**Task description**
In the entries below, count the lines that hold the string "Sherwin" and state only that count.

**Listed entries**
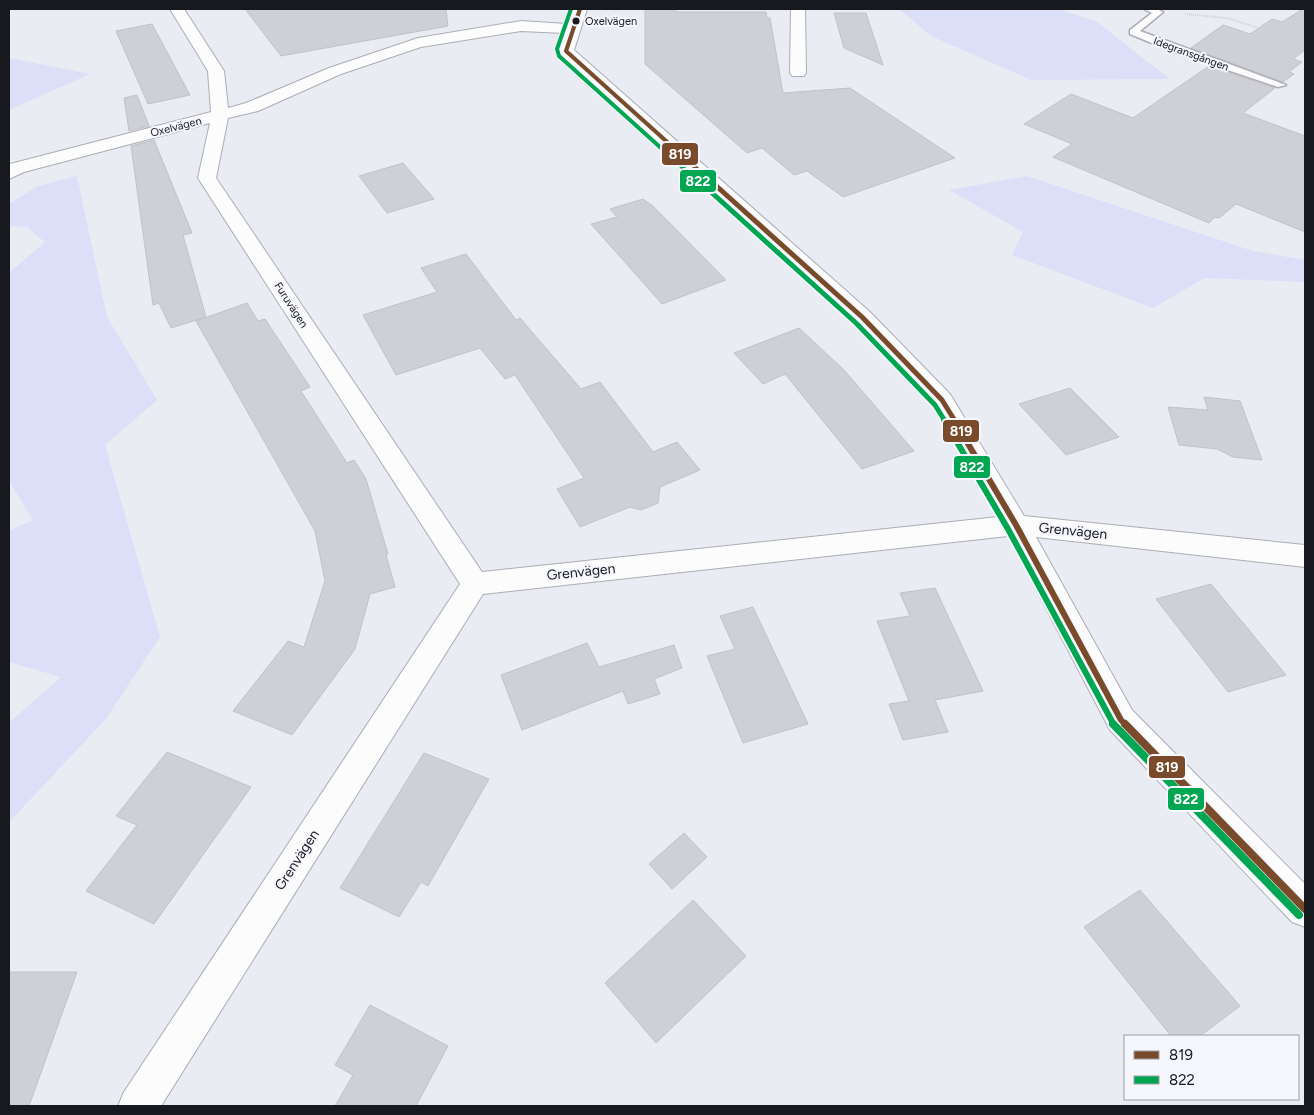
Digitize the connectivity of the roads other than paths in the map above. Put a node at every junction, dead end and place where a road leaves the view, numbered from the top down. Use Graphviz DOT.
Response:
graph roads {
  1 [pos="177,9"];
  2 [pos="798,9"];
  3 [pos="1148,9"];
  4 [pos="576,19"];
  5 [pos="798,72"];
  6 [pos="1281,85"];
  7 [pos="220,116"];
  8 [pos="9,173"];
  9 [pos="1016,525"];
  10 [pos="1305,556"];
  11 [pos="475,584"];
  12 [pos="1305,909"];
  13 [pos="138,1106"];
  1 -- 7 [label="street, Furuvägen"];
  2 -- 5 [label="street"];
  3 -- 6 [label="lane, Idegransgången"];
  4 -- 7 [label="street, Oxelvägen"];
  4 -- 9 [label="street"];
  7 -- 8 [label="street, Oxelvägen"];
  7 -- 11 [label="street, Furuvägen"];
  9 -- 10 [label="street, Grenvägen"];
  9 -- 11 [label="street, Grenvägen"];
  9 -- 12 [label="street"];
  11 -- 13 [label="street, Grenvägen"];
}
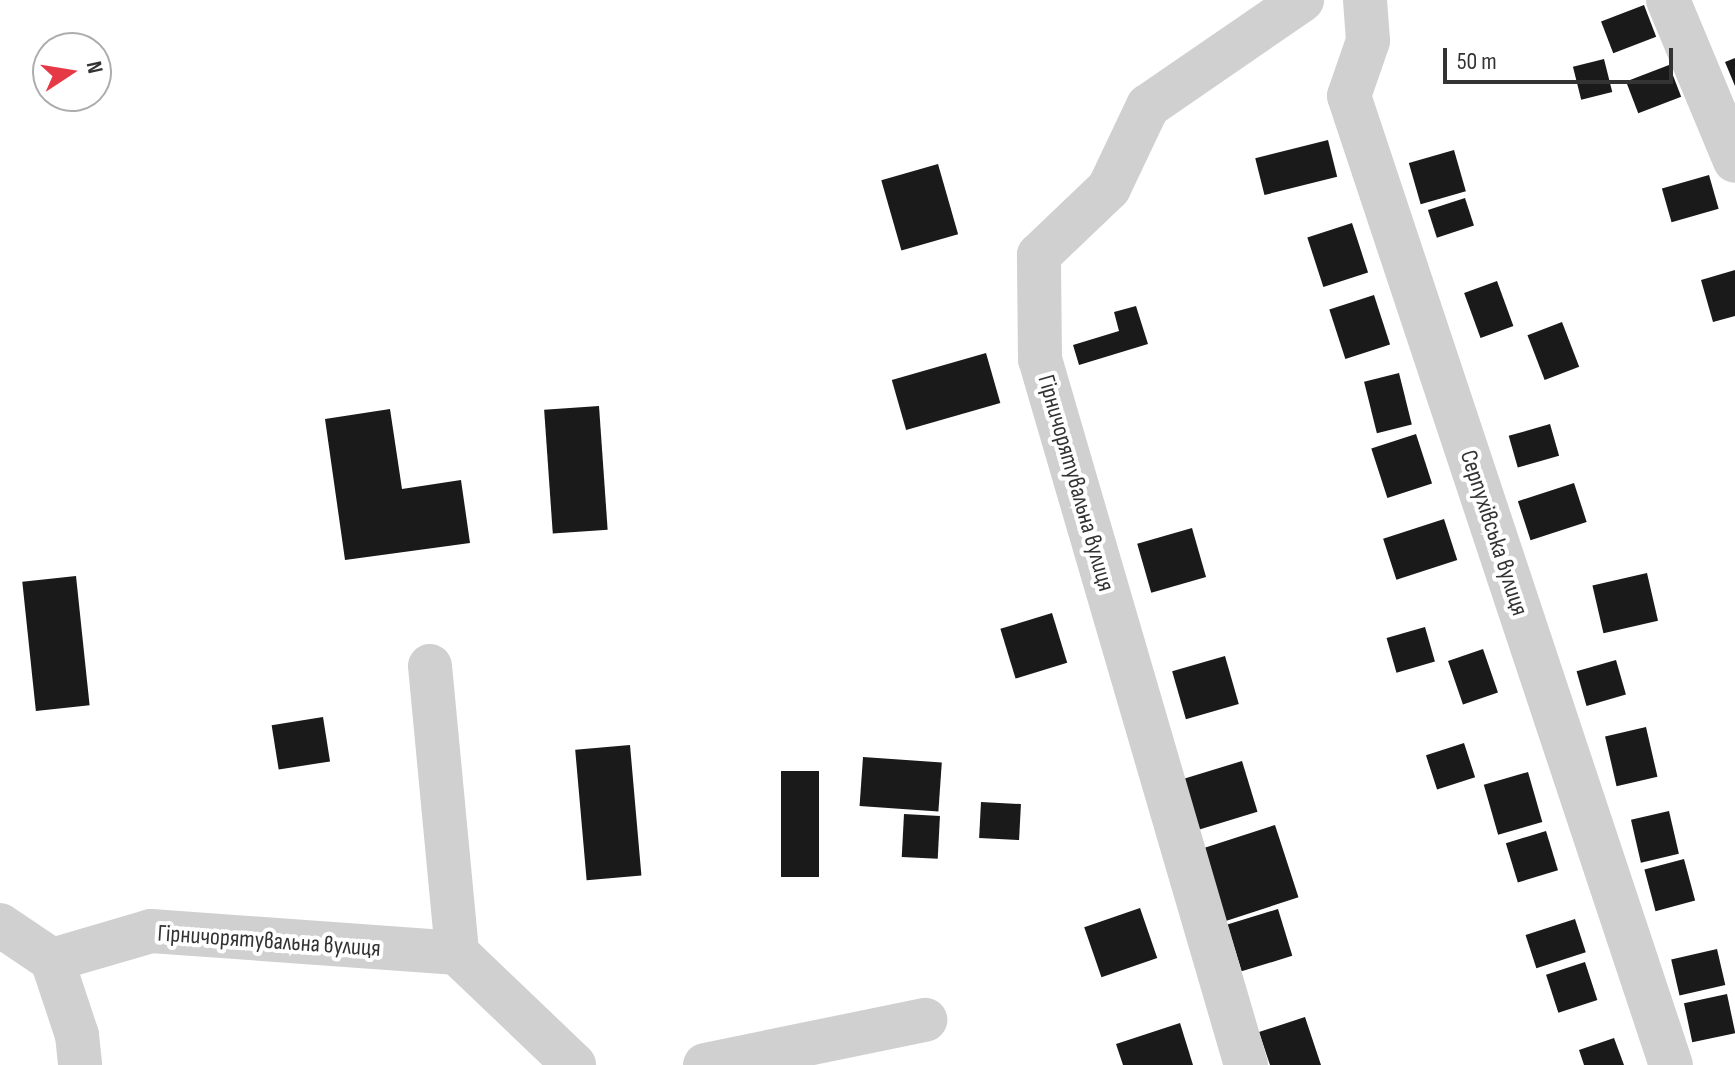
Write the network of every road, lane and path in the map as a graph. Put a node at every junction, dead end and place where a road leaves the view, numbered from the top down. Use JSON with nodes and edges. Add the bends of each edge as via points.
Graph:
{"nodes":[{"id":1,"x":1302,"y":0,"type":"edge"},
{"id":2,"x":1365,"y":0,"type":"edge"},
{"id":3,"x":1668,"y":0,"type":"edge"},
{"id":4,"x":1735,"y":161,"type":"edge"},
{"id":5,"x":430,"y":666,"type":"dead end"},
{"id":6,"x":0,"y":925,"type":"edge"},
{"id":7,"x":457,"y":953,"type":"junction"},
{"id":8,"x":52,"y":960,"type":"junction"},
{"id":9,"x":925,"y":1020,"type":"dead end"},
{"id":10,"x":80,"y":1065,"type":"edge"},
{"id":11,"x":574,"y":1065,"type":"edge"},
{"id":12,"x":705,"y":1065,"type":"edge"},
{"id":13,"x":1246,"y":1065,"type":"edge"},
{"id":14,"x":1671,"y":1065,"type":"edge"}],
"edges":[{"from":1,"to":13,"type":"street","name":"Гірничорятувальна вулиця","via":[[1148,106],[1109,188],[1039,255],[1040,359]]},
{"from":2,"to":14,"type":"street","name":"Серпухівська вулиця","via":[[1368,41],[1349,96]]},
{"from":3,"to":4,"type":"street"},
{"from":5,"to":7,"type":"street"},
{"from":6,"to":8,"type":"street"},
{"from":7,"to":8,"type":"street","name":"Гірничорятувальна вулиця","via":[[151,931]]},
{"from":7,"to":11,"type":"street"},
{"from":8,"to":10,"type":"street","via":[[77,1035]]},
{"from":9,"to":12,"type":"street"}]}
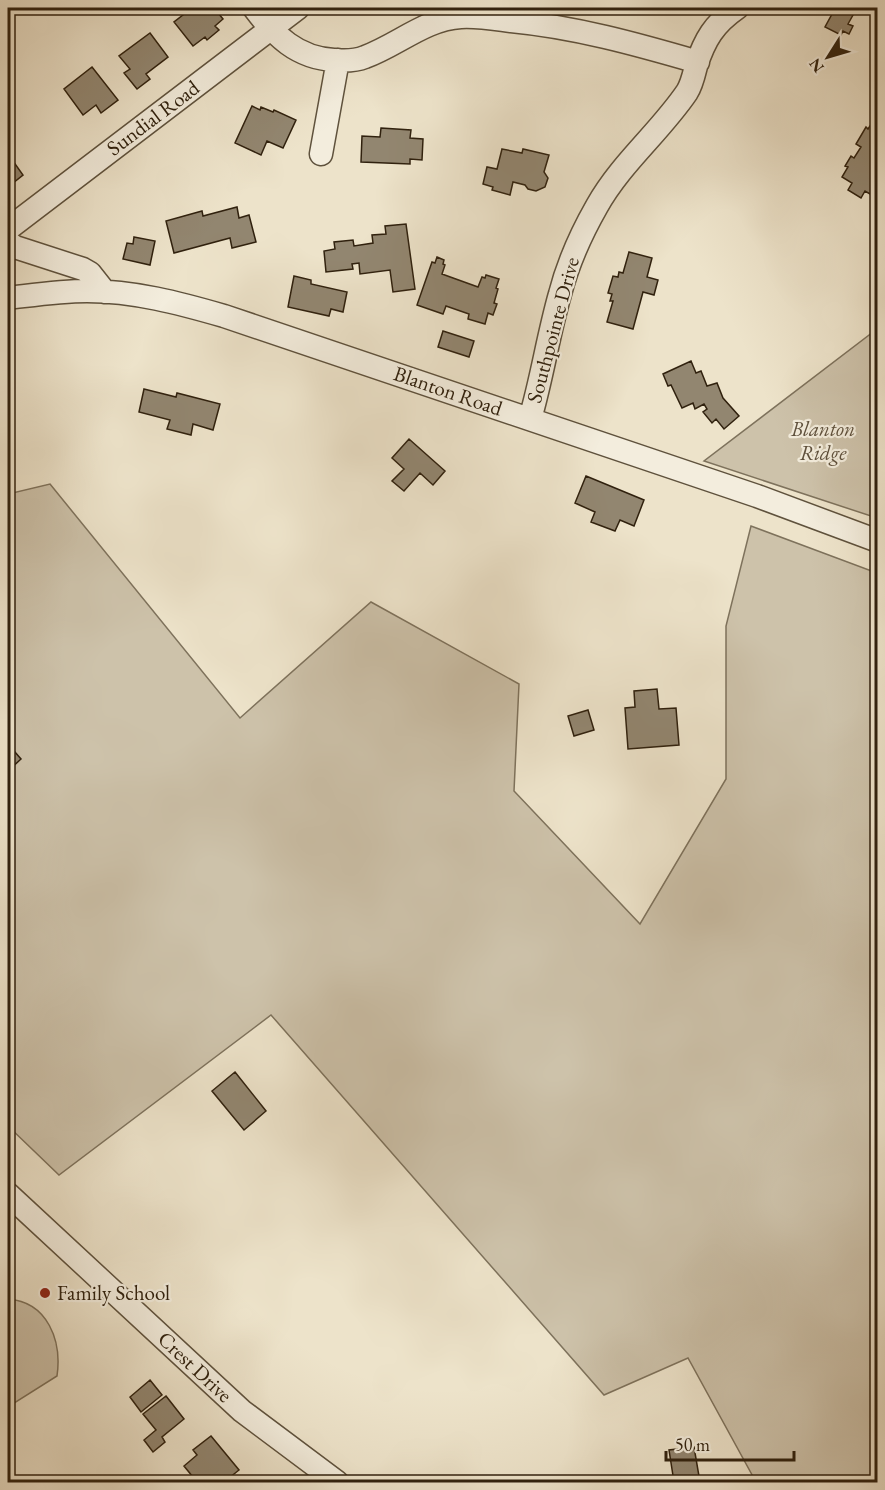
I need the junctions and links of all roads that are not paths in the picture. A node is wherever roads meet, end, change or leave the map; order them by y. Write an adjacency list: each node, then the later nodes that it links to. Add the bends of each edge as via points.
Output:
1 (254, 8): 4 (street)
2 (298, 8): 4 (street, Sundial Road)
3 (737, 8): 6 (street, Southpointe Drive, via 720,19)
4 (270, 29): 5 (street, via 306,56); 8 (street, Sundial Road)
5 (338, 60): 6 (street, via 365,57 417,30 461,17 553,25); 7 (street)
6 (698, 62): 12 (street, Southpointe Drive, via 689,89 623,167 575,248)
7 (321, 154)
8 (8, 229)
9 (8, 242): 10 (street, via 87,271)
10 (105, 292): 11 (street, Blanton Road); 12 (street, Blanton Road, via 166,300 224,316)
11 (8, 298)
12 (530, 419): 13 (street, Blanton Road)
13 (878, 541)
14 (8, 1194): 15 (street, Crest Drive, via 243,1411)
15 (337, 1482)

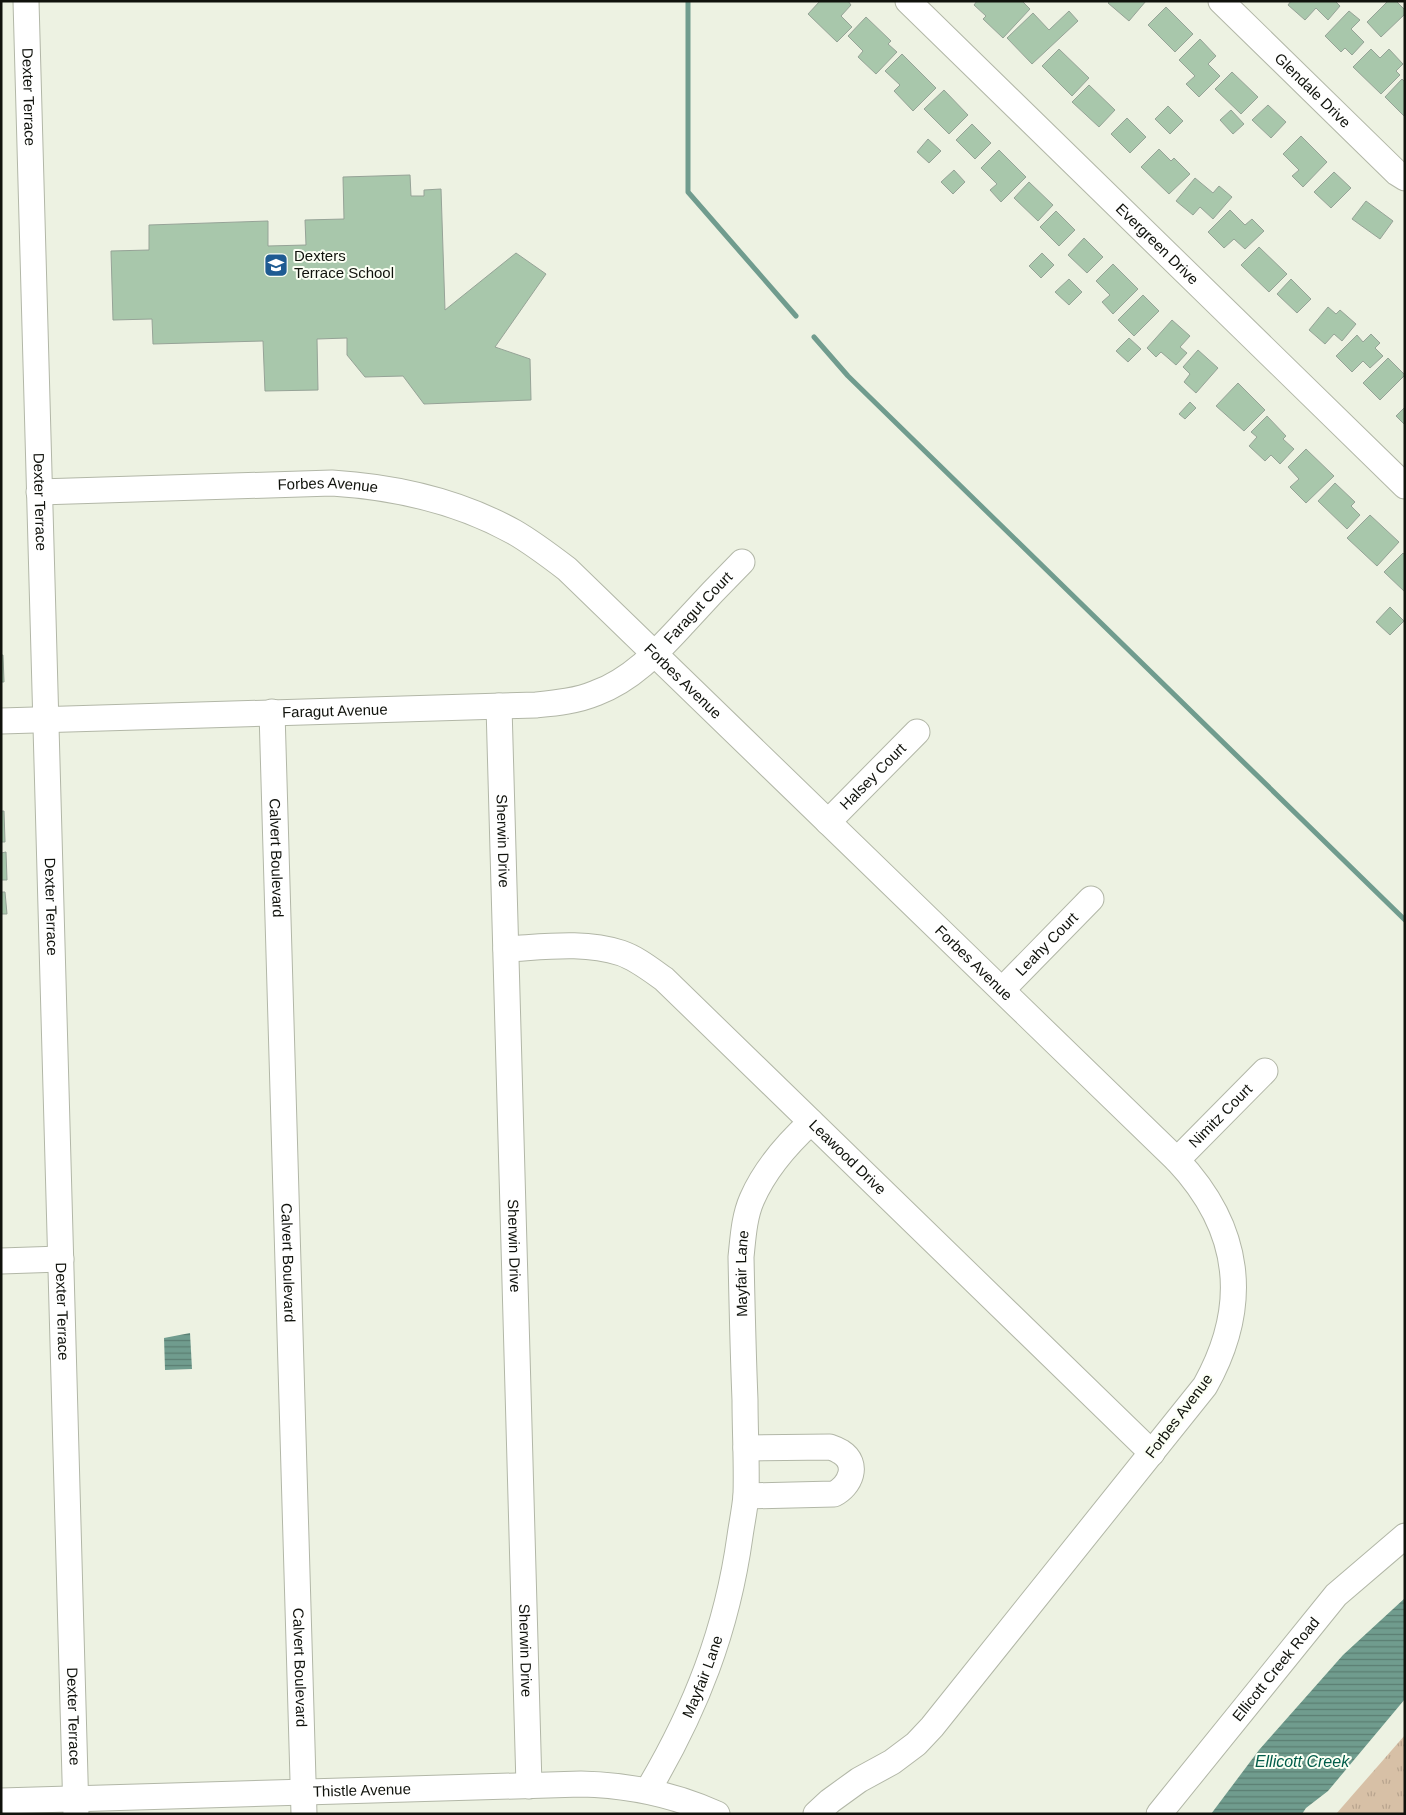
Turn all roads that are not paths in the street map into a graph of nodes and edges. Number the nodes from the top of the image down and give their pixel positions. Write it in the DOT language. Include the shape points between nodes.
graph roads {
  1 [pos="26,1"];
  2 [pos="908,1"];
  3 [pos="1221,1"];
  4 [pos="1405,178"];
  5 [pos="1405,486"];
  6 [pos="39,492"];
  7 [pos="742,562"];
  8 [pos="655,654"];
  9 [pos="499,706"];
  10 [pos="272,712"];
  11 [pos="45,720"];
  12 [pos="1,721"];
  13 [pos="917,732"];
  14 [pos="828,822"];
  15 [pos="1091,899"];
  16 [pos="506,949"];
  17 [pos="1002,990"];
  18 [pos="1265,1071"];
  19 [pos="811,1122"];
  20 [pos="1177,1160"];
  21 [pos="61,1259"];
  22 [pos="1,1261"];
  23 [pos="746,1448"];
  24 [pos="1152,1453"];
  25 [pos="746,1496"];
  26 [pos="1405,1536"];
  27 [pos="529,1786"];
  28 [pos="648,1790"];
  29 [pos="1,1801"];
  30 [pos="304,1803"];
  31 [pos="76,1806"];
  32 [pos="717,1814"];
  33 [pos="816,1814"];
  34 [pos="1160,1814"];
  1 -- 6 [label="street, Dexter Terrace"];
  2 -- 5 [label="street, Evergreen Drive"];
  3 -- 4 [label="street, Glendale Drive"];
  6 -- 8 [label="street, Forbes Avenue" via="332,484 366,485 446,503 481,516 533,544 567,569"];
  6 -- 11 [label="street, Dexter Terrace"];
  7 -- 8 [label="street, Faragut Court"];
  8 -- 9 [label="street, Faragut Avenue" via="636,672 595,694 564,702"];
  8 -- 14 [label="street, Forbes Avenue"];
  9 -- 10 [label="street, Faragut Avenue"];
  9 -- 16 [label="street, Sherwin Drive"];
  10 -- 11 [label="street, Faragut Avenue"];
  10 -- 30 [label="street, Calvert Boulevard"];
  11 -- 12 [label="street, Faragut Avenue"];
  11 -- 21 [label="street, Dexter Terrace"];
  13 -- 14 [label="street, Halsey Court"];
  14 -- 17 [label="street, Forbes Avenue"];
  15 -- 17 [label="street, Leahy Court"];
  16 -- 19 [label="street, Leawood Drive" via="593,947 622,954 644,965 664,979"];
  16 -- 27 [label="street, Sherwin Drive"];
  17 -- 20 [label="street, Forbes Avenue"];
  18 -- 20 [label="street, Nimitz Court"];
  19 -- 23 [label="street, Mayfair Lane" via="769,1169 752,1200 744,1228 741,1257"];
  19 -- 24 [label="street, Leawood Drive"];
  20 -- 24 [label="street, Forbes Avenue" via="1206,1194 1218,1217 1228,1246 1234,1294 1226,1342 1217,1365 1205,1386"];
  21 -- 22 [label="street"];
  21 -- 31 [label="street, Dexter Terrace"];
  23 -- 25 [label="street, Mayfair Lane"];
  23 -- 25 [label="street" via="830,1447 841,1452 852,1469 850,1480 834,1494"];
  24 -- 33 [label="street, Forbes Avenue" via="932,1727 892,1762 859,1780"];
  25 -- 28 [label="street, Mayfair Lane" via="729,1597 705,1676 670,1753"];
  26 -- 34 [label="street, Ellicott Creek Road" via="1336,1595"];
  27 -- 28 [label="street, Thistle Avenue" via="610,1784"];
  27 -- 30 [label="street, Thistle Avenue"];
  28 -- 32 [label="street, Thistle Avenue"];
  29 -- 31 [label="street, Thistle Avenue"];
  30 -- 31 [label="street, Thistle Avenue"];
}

**Response to this exercise**
2